Reed argues that California law at the time granted domestic partners the same rights as spouses and since he did not consent to Gardner’s election, it was invalid. Gardner died in June 2014 and all benefit payments stopped.

Reed asks for declarations that the defendants are estopped from denying him a survivor benefit under the plan and that they are estopped from reducing his survivor benefit by “any overpayment occasioned by the payment of a single-life annuity during Mr. Gardner’s life.”  In addition, he asks the court to reform the plan “to provide that the provisions applicable to married participants apply to participants in registered domestic partnerships,” and to assess a surcharge “in the amount necessary to place him in the position he would have occupied but for the defendants’ breach of fiduciary duty, including in the amount of the survivor benefit and any claimed overpayment.

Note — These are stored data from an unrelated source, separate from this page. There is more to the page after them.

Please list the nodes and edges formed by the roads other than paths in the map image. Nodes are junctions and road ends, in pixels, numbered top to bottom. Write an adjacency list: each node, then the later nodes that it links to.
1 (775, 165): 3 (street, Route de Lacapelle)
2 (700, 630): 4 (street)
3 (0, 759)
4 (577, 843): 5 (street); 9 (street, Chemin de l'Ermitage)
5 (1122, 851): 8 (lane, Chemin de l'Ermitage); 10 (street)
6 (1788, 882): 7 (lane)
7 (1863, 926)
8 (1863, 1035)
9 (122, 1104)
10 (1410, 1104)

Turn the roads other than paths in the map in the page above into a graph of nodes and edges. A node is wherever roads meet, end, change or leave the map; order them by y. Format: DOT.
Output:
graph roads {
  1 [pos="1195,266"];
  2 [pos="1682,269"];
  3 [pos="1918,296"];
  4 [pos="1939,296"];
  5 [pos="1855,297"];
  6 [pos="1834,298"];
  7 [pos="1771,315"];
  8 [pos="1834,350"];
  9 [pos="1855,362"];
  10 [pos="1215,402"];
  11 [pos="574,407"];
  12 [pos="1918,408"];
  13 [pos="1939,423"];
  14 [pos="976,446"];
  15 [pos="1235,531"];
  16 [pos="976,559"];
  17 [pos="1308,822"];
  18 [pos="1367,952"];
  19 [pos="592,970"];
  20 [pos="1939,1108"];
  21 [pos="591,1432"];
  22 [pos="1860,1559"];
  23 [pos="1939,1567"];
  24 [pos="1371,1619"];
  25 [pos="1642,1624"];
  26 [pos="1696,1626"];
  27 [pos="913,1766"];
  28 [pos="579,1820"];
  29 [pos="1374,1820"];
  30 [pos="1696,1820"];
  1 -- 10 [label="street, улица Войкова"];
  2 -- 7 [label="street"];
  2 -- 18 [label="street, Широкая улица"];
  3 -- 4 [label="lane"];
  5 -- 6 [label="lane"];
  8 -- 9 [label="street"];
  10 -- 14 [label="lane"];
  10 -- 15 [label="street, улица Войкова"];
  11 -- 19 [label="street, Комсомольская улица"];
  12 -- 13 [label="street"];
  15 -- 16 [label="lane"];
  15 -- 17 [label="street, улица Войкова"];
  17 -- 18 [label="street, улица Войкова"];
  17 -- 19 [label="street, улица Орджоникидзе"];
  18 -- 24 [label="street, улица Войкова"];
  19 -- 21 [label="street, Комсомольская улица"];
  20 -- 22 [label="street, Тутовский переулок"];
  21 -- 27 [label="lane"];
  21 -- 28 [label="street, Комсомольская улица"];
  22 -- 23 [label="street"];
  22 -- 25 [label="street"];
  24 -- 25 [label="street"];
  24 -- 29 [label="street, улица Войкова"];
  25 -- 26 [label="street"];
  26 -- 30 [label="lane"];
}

KRON-TV moves to dismiss the third claim for relief on the ground that the relief Reed seeks is duplicative of his first claim for benefits. White noted that in CIGNA Corp. v. Amara, the Supreme Court held that Section 1132(a)(3) of ERISA permits equitable relief, in a variety of forms, even where a plaintiff seeks relief under Section 1132(a)(1)(B). The 9th U.S. Circuit Court of Appeals has confirmed that a plaintiff may pursue claims under both Sections 1132(a)(1) and 1132(a)(3), “so long as there is no double recovery.”

White concluded that at this early stage in the litigation, the court cannot determine if the third claim simply “repackages” Reed’s first claim for relief. He denied the motion to dismiss.